LE DEVOIR

 

 

 

 

I/ LE SENTIMENT COMME FONDEMENT DU DEVOIR

 

A)     Pitié et conscience

æ  On peut considérer que toute morale aurait pour base une répugnance instinctive au mal : " Il est donc certain que la pitié est un sentiment naturel qui, modérant dans chaque individu l'activité de l'amour de soi-même, concourt à la conservation de l'espèce."  Rousseau, Discours sur l'origine de l'inégalité. 1ère part, p I98 G.F 

æ  Formule :" Fais ton bien avec le moindre mal d'autrui qu'il est possible » ibid. Problème : s'agit-il déjà d'une morale ?

æ  Non, il s'agit d'une simple répugnance instinctive à voir souffrir autrui. Confère contexte : la pitié appartient à l'homme dans l'état de nature c'est à dire dans un néant de relation sociale. « Les hommes dans cet état n'ayant entre eux aucune sorte de relation morale ne pouvaient être ni bons ni méchants » ibid.

æ  Les seuls sentiments à l'état de nature ne sont pas en eux-mêmes moraux, il y a une ignorance de la moralité : « Les sauvages ne sont pas méchants précisément parce qu'ils ne savent pas ce qu'être bon. » ibid.
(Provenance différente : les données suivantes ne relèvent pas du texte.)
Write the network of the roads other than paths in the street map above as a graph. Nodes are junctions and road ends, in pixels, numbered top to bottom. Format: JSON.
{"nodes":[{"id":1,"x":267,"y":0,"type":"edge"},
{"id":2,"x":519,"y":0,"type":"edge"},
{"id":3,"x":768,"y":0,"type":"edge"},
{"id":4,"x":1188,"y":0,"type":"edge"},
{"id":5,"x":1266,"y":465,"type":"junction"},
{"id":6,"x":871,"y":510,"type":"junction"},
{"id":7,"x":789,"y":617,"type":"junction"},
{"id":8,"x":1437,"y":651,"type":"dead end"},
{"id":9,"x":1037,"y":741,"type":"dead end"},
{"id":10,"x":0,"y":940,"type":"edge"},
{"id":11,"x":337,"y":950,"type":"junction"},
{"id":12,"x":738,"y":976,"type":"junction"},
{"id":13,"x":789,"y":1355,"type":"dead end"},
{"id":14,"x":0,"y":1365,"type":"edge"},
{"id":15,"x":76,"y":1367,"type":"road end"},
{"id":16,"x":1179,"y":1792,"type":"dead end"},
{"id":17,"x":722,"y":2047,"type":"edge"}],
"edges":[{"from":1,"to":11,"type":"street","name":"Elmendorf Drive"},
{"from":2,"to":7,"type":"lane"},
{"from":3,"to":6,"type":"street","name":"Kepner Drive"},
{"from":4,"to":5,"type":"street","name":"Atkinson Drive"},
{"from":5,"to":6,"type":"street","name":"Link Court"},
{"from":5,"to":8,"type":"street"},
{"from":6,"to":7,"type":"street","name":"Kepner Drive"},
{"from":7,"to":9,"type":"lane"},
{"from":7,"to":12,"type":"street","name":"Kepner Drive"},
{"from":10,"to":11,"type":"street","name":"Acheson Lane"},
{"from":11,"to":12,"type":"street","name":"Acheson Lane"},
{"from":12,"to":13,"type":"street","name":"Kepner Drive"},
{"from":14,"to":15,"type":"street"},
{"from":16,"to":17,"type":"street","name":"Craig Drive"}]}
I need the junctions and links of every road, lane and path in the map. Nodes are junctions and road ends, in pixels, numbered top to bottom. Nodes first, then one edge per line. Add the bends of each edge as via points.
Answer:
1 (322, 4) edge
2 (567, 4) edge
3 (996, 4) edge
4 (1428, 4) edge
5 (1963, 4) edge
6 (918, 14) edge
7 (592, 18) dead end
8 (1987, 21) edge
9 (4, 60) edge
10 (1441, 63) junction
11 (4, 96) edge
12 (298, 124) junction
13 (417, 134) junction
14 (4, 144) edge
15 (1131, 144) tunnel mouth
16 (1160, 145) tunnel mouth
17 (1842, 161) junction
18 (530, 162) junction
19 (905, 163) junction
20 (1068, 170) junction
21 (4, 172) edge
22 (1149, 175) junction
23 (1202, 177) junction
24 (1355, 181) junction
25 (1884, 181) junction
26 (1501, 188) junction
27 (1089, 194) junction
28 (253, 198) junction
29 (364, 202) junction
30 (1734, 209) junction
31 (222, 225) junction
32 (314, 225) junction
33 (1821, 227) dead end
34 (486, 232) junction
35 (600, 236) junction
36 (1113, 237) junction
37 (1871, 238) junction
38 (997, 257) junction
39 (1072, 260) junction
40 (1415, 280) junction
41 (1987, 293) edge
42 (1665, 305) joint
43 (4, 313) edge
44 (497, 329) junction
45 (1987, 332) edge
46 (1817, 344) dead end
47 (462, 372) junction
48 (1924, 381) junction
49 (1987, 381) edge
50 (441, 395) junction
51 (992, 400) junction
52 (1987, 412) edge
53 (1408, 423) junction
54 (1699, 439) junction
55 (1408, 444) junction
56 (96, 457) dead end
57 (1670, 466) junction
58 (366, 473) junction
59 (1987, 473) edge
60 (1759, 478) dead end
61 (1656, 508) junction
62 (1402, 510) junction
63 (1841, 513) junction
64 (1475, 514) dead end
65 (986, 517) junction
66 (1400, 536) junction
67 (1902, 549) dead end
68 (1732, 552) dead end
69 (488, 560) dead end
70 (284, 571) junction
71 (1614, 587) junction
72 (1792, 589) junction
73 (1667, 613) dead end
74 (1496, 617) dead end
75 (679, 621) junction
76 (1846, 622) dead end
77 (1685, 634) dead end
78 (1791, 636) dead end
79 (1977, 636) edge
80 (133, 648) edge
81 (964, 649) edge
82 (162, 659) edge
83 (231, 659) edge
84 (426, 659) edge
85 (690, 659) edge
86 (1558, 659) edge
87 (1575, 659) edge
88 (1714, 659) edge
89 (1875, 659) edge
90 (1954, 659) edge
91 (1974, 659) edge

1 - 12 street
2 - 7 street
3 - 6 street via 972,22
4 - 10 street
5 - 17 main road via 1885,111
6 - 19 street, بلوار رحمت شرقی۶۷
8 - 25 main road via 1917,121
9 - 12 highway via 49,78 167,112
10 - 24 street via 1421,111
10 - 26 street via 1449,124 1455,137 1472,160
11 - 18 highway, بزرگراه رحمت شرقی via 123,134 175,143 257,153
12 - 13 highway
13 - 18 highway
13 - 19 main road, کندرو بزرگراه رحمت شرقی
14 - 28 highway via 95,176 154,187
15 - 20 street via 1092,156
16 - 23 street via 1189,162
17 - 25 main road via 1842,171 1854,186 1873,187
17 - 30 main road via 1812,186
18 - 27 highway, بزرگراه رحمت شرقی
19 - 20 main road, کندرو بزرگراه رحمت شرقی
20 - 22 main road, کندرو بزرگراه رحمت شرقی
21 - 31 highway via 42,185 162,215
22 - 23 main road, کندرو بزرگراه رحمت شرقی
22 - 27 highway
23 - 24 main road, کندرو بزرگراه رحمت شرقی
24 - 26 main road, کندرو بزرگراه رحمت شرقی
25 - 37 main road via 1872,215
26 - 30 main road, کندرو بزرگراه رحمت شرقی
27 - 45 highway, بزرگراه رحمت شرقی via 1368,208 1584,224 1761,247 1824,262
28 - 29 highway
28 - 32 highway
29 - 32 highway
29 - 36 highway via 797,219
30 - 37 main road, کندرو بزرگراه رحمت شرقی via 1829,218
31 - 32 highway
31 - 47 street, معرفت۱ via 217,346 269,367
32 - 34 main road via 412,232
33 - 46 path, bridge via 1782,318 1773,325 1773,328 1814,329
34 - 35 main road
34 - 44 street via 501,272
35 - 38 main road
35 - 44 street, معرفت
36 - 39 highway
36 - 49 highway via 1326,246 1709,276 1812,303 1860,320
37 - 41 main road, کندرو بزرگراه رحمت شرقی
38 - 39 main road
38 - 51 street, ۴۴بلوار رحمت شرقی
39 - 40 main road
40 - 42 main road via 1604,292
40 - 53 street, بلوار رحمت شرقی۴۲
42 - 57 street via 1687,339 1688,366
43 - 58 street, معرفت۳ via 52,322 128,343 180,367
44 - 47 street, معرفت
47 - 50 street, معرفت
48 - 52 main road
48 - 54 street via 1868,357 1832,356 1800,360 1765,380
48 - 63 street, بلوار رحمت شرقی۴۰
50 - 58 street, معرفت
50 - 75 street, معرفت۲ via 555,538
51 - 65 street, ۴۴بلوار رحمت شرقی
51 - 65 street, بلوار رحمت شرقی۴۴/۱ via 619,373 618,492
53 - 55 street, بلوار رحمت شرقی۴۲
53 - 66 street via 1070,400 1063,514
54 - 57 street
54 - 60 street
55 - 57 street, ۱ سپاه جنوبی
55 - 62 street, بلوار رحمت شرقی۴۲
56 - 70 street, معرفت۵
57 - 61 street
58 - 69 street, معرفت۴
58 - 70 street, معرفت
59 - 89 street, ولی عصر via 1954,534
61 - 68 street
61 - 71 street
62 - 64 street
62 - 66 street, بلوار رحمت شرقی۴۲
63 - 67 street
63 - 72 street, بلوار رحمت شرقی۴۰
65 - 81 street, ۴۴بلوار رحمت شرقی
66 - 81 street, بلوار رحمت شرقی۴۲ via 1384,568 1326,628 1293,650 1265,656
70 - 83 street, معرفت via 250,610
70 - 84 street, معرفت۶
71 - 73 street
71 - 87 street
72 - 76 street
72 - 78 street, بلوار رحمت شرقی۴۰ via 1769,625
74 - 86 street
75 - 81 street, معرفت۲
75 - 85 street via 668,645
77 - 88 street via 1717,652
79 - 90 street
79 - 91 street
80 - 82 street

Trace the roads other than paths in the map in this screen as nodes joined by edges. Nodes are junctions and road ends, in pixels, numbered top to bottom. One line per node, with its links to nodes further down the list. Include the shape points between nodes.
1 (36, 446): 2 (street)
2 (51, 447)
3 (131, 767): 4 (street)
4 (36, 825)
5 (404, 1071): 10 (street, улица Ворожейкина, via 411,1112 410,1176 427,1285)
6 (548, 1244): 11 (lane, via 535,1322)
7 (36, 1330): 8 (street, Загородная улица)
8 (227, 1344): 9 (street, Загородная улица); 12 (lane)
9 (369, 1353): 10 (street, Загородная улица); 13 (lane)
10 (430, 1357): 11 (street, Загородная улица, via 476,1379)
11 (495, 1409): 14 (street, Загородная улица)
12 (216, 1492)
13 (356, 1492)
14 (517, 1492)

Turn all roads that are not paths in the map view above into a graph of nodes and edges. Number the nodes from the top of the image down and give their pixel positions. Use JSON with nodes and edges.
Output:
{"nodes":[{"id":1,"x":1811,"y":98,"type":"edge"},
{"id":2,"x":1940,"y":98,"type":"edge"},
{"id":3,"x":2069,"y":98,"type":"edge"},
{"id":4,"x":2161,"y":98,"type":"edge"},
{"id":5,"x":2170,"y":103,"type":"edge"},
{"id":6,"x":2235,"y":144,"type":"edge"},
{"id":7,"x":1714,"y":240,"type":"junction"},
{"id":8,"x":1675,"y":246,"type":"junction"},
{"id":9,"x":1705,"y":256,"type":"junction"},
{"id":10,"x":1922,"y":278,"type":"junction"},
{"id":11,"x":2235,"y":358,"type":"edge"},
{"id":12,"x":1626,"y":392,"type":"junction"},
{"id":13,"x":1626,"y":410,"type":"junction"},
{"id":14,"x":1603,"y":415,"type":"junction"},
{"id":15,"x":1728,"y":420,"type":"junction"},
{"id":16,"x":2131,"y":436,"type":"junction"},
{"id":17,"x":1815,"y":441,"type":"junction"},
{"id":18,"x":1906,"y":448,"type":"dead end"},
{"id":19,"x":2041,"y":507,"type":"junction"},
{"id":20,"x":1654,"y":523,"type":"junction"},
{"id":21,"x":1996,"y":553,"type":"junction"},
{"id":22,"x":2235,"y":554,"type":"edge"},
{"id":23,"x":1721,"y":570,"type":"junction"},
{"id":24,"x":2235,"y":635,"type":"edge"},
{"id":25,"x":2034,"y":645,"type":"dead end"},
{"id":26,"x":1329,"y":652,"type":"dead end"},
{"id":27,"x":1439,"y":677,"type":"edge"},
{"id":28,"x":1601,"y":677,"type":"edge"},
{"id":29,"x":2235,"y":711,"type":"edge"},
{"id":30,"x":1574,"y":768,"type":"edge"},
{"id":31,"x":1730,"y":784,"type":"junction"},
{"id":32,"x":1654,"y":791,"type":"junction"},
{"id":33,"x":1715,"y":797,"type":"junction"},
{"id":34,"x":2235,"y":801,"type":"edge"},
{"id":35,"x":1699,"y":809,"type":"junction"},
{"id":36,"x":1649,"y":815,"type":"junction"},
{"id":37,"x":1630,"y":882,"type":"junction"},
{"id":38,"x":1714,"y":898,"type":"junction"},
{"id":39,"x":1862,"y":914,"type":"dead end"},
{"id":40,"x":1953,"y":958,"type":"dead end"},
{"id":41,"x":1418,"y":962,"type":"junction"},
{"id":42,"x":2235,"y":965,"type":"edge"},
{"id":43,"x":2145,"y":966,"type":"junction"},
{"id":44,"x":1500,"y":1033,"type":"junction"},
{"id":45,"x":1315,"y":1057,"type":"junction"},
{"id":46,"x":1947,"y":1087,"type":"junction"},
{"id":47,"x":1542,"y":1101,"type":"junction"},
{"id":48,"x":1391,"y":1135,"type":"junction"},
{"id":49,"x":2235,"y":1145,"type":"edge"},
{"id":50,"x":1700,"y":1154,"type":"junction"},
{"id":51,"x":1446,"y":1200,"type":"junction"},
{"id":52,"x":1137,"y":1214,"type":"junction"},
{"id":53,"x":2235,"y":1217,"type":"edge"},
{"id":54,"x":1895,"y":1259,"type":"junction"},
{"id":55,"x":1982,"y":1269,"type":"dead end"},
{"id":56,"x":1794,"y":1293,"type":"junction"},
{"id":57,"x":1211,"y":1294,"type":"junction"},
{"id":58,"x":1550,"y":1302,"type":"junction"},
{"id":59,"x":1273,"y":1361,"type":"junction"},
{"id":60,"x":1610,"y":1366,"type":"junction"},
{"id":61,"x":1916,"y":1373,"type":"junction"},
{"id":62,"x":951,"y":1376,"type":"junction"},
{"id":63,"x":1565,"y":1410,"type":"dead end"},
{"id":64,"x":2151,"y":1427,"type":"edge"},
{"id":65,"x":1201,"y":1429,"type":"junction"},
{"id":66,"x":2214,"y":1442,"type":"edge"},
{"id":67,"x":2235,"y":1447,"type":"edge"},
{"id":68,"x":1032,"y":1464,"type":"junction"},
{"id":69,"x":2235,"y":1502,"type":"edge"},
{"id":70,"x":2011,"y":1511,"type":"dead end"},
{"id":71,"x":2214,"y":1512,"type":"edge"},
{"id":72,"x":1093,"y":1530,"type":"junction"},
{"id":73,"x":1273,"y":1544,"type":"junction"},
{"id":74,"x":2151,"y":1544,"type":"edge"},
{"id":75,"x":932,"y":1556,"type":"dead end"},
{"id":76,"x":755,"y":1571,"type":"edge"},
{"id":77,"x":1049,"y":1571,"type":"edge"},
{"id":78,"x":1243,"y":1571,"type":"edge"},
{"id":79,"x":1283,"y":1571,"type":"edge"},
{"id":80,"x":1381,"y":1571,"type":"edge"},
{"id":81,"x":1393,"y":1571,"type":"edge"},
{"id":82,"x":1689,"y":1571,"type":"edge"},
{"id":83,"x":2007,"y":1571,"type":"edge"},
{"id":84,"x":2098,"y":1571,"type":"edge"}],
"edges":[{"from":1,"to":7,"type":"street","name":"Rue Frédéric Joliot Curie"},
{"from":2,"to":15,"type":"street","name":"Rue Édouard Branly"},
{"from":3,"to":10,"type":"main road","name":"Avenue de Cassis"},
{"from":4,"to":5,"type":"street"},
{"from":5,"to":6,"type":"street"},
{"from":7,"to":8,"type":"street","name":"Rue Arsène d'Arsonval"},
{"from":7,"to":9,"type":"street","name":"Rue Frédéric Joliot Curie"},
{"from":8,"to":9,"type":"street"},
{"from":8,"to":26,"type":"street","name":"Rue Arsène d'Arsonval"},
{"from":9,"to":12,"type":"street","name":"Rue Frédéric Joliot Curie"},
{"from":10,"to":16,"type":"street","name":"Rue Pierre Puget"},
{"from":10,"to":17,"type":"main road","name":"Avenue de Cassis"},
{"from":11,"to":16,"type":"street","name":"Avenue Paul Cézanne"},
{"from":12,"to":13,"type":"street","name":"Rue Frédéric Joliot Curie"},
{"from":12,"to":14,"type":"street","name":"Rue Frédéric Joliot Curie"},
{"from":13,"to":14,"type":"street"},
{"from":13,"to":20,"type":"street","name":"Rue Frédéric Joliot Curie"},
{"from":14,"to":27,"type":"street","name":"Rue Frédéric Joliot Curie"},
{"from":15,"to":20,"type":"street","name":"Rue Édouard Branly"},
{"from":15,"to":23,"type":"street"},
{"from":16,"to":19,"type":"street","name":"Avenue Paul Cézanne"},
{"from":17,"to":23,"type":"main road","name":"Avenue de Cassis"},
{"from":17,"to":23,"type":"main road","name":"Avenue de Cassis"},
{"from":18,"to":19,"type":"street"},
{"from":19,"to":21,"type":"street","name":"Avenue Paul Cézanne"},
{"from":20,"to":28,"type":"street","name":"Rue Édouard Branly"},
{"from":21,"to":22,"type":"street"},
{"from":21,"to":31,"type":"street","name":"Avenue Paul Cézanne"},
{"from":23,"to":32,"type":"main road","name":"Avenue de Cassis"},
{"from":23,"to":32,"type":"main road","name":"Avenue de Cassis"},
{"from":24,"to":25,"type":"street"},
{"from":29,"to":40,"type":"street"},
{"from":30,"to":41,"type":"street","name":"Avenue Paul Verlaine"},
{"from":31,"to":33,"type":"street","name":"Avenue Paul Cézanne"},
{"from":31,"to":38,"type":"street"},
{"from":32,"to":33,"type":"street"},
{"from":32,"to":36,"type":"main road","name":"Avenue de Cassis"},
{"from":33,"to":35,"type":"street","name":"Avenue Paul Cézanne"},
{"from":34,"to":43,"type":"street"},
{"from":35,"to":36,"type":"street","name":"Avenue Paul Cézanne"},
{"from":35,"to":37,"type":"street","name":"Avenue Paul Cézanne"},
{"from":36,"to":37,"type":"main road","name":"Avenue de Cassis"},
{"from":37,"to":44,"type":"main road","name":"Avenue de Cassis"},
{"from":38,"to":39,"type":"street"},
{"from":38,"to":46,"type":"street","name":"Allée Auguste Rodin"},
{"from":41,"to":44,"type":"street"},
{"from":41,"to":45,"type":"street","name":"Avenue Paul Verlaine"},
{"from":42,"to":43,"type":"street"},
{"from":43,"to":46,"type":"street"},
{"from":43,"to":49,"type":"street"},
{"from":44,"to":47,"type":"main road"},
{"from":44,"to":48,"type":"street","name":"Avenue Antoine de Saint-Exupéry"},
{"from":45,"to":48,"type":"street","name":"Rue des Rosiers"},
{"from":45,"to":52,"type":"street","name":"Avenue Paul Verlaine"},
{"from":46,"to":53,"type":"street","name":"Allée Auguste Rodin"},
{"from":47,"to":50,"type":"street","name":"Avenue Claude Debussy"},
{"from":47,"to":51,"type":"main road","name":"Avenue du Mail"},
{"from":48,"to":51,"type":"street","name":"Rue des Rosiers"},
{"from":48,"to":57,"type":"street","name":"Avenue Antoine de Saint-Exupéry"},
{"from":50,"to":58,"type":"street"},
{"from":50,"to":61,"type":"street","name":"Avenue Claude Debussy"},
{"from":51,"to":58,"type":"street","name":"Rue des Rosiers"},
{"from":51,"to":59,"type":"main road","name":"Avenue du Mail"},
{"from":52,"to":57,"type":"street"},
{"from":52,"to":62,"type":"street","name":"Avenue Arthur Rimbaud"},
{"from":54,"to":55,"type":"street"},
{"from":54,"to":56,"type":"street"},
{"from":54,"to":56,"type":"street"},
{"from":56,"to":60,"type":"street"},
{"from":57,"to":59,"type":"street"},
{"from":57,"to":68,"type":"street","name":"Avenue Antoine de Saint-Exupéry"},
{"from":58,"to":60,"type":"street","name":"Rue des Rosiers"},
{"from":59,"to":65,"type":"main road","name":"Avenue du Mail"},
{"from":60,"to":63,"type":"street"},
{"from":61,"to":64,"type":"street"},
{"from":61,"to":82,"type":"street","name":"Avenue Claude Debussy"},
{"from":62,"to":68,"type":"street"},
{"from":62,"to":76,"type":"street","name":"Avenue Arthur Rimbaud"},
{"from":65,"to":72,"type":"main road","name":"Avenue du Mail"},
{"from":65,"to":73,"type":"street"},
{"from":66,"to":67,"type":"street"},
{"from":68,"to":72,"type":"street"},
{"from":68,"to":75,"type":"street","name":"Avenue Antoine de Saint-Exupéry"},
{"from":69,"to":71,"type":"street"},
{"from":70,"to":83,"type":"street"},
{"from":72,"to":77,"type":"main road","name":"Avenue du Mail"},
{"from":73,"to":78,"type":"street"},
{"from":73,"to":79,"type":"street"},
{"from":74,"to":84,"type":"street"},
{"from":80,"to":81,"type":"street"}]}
æ  Ce serait donc de la connaissance du bien que viendrait la moralité et c'est la raison qui nous le ferait connaître car elle nous permettrait de conformer notre volonté particulière à la volonté générale, ce qui, proprement se nomme la vertu. " La vertu n'est que cette conformité de la volonté particulière à la générale". Discours sur l'économie politique. La raison serait-elle alors ce fondement de la moralité ? non. "Connaître le bien, ce n'est pas l'aimer". Emile livre IV : Profession de foi du vicaire savoyard "  

æ  Il faut donc un sentiment qui nous pousse à aimer ce Bien que nous connaissons par la Raison. Or par le fait que l'homme est sociable, on prouve que l'homme n'a pas seulement des sentiments qui se rapportent à son espèce et c'est du double rapport à soi et à l'espèce que naît le sentiment qui porte à aimer le bien : la conscience. « L'homme n'a pas la connaissance innée (du bien) mais sitôt que sa raison le lui fait connaître, sa conscience le porte à l'aimer : c'est ce sentiment qui est inné ". ibid.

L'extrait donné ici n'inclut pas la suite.